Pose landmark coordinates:
※

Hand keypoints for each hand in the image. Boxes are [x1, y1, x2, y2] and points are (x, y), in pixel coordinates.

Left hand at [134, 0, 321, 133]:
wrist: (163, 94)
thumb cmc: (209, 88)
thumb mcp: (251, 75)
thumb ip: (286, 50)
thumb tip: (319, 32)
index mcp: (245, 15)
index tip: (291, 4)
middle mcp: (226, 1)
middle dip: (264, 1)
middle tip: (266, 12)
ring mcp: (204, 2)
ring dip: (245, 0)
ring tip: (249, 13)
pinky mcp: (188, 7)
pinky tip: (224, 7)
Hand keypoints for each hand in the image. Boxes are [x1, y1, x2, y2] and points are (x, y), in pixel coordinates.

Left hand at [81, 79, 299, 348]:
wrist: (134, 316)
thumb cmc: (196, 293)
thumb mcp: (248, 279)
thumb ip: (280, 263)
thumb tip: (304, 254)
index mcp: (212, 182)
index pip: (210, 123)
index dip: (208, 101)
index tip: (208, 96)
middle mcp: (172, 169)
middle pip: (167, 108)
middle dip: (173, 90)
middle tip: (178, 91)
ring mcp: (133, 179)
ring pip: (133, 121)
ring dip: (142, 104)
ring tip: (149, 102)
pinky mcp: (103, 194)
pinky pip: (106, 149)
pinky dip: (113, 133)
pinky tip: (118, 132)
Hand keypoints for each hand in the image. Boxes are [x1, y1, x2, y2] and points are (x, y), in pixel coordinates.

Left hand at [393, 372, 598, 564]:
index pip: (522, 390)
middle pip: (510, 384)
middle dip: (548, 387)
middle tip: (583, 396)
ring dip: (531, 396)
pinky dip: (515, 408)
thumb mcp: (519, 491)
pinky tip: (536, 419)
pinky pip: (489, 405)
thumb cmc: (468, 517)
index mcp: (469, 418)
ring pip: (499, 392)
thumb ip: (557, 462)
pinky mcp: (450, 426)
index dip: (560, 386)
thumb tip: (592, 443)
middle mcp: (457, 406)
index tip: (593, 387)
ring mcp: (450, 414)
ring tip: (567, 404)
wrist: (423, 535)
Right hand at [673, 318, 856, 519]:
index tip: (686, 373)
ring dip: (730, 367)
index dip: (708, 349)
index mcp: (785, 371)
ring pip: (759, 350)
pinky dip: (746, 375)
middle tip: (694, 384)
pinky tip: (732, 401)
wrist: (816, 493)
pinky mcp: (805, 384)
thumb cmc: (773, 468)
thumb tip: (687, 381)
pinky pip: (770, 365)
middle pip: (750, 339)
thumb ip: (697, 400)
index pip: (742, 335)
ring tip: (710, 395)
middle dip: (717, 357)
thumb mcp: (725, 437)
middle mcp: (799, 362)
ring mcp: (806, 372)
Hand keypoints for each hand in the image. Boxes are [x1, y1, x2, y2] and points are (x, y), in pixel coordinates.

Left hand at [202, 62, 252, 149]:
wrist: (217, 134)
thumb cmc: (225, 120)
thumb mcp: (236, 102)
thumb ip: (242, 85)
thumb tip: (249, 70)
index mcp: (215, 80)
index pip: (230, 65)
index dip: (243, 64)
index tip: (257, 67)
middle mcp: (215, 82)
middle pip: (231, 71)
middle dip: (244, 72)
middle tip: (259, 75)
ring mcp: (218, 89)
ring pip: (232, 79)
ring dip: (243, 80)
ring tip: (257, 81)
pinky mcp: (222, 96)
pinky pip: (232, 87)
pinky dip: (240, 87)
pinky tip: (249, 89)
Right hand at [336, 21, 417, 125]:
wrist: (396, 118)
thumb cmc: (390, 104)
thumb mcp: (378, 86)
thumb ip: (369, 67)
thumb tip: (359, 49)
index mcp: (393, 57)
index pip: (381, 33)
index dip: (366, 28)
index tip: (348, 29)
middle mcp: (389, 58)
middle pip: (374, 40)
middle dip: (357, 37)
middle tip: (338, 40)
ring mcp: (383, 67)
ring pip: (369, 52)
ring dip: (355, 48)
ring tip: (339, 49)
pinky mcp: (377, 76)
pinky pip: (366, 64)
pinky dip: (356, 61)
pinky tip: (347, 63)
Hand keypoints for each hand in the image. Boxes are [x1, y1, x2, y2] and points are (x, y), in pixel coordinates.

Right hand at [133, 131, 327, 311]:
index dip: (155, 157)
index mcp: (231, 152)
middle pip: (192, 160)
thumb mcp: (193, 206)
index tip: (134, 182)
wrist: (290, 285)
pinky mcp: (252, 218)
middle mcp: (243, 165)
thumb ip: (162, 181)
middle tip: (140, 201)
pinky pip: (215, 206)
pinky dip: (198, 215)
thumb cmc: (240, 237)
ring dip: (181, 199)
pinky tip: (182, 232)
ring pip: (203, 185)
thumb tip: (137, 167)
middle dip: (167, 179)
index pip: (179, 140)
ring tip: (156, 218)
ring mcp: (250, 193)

※

→ **PROBLEM TO SOLVE**
Read the lines above. Gather those in which the string "Right" is found.

→ **ANSWER BOX**
Right hand at [673, 318, 856, 519]:
Right hand at [336, 21, 417, 125]:
Right hand at [133, 131, 327, 311]:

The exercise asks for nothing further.